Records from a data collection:

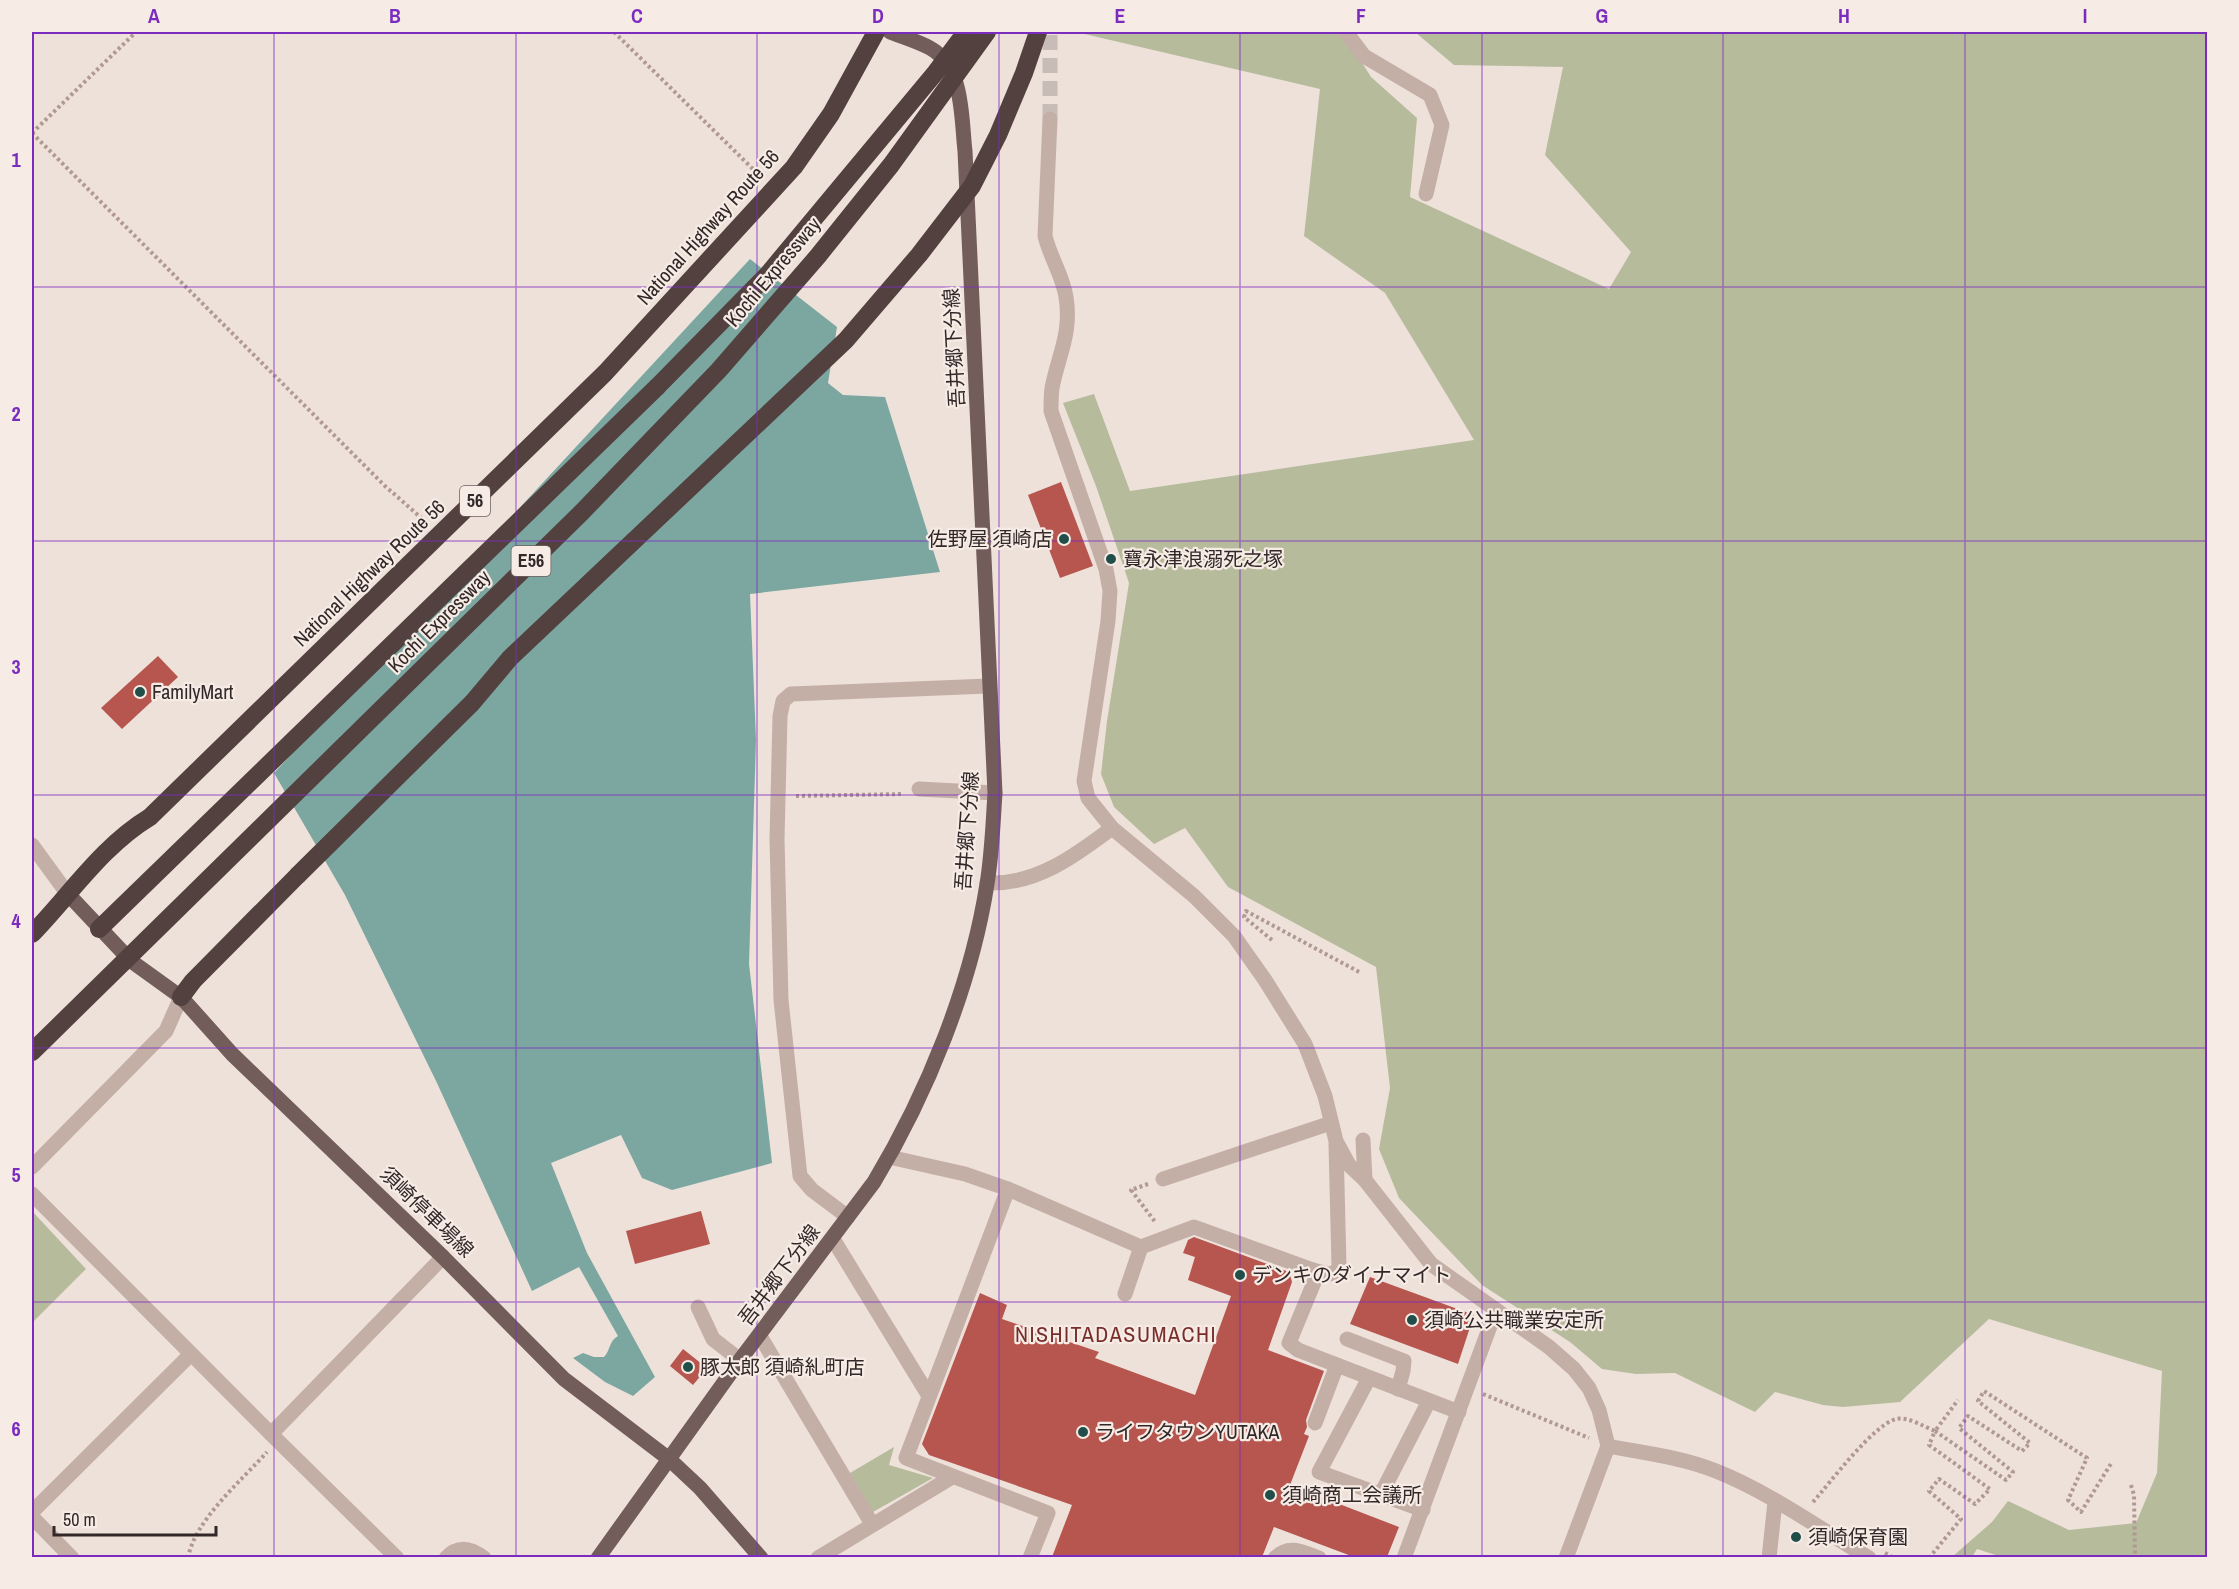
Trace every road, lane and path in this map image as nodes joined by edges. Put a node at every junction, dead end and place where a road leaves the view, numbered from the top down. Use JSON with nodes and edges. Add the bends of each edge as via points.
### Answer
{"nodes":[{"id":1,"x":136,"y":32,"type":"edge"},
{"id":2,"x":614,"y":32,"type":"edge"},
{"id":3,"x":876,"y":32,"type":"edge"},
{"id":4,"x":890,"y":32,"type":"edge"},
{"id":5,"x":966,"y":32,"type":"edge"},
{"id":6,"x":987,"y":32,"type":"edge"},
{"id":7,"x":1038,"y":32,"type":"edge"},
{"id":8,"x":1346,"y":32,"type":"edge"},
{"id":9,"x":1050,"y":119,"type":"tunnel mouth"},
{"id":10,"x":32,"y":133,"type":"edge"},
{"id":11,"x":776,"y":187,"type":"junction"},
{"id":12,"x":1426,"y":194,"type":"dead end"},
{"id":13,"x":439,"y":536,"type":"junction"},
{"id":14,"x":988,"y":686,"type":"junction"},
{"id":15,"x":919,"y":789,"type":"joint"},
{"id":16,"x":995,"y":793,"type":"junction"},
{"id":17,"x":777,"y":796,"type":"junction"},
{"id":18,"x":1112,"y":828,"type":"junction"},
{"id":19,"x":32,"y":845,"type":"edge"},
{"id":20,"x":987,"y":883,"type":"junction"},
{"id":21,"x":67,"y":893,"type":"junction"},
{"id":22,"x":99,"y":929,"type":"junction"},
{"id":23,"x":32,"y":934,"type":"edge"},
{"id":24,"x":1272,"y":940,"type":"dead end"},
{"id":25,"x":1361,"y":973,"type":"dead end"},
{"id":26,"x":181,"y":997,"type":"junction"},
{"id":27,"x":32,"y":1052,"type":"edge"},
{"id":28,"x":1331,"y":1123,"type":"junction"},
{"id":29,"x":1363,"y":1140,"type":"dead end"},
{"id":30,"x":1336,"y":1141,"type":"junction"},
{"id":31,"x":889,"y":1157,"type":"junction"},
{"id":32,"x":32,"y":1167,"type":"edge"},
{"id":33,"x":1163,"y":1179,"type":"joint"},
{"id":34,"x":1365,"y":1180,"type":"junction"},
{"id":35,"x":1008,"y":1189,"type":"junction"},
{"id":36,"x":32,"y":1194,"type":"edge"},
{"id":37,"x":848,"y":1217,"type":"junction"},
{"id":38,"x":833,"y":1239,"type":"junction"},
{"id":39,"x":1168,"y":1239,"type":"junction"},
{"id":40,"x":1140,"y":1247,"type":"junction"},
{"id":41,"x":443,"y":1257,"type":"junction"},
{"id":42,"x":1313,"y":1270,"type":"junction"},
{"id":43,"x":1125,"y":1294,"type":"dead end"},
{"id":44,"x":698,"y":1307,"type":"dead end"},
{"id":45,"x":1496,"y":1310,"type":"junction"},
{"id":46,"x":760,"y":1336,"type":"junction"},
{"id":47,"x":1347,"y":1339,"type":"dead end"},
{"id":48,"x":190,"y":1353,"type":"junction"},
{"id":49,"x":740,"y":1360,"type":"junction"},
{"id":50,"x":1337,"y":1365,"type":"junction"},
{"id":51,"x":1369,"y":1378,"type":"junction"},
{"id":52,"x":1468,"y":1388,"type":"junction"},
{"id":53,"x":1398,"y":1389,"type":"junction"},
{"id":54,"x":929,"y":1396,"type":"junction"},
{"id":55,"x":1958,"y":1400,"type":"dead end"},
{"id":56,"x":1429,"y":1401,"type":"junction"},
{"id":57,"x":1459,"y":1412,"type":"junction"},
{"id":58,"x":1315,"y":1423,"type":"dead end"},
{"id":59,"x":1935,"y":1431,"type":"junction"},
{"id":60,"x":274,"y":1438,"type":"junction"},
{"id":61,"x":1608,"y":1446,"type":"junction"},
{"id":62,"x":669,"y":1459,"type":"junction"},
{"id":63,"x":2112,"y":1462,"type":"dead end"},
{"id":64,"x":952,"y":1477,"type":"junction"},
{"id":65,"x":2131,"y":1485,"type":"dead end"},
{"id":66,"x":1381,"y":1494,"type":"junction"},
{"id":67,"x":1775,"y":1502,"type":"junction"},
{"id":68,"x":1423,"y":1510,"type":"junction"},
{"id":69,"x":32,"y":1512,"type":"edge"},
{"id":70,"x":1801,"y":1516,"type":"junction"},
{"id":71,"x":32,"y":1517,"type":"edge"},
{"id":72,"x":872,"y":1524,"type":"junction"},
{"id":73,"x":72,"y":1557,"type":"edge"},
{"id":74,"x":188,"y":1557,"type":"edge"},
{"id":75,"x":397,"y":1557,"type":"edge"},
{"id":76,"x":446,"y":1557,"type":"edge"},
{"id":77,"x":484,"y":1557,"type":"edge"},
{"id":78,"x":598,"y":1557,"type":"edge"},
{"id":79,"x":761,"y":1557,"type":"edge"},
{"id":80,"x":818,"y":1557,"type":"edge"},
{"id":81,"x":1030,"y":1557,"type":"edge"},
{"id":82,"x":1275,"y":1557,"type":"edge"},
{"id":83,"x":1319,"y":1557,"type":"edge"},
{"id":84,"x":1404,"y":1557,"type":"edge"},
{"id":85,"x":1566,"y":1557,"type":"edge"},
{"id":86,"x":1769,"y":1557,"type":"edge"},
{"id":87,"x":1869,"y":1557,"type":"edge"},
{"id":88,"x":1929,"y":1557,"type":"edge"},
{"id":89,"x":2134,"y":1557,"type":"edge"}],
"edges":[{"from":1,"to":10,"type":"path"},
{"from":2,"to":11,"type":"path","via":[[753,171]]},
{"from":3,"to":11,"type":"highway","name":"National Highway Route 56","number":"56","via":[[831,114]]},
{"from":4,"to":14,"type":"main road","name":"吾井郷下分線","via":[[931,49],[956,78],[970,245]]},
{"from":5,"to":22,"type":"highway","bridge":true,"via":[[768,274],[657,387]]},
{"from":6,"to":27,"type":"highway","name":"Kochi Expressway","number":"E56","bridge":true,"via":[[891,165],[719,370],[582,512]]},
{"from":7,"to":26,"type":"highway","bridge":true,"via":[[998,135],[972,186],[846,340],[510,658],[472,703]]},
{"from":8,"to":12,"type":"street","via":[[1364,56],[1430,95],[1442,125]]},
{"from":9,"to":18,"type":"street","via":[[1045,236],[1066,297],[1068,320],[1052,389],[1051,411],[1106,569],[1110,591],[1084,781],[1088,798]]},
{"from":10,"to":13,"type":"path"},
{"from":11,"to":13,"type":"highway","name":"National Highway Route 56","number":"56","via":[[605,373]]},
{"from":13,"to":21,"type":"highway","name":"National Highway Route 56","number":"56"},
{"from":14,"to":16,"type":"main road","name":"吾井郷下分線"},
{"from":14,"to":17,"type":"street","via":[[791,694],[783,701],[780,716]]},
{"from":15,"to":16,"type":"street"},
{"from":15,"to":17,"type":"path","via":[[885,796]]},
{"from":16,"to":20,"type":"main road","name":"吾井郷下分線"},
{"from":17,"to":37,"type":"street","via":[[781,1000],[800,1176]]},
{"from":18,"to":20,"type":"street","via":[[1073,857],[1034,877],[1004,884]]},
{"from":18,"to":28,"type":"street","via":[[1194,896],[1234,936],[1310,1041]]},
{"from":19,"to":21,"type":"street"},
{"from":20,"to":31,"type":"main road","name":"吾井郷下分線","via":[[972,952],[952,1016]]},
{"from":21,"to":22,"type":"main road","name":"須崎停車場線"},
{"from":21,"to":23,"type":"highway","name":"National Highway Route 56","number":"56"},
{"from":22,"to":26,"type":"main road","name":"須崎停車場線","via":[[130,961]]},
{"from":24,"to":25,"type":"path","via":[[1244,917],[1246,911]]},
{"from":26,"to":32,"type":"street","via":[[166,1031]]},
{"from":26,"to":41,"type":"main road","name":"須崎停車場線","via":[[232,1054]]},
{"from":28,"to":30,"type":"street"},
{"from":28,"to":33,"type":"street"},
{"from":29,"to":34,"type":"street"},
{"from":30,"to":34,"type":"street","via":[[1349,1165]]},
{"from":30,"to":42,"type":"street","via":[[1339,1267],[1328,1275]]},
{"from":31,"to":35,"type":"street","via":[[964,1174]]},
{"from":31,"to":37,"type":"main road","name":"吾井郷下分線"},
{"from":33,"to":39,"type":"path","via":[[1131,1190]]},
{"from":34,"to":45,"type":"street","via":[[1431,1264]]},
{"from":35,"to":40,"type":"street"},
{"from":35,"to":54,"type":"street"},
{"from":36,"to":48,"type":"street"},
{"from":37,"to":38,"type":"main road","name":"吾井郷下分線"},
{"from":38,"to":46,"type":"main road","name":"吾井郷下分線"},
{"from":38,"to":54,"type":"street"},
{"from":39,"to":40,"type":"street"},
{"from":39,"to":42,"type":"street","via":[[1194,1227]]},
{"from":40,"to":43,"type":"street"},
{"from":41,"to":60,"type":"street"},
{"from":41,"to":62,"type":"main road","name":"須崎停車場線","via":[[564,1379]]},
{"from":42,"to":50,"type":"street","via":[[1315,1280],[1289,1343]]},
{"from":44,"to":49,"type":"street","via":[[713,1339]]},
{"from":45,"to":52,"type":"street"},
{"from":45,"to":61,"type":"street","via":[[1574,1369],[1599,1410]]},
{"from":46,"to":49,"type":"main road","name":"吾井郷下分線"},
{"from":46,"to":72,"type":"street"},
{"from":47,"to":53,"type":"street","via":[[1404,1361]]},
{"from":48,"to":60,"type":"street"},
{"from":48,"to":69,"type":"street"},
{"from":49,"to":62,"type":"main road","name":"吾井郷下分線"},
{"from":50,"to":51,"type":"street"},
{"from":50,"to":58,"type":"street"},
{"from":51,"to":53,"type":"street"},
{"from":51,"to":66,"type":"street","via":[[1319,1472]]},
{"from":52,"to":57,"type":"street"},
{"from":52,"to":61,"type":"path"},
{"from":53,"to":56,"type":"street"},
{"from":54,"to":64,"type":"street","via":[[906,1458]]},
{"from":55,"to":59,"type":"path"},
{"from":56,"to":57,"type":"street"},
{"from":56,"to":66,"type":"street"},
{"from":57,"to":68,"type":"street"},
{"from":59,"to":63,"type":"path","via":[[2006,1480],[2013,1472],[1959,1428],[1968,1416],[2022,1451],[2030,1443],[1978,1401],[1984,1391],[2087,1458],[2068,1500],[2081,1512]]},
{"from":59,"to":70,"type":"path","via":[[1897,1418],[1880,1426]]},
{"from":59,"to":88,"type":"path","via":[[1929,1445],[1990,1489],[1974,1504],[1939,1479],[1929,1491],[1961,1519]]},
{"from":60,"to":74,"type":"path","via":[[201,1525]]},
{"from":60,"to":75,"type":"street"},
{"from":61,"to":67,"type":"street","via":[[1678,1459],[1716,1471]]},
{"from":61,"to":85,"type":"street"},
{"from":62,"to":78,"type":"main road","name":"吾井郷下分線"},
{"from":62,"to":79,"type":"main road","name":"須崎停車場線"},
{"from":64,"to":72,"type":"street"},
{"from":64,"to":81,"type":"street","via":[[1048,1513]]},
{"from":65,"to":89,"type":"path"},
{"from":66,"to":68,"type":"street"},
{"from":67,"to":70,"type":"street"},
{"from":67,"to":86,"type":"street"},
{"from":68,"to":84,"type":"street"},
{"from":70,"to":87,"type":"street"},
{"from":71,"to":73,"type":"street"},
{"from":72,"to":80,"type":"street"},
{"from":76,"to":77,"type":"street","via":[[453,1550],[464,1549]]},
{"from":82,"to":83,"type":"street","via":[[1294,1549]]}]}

◆ TASK DESCRIPTION:
Look over the records above and filter for each line with the word "nodes".

◆ FINISHED TASK:
Trace every road, lane and path in this map image as nodes joined by edges. Put a node at every junction, dead end and place where a road leaves the view, numbered from the top down. Use JSON with nodes and edges. Add the bends of each edge as via points.
{"nodes":[{"id":1,"x":136,"y":32,"type":"edge"},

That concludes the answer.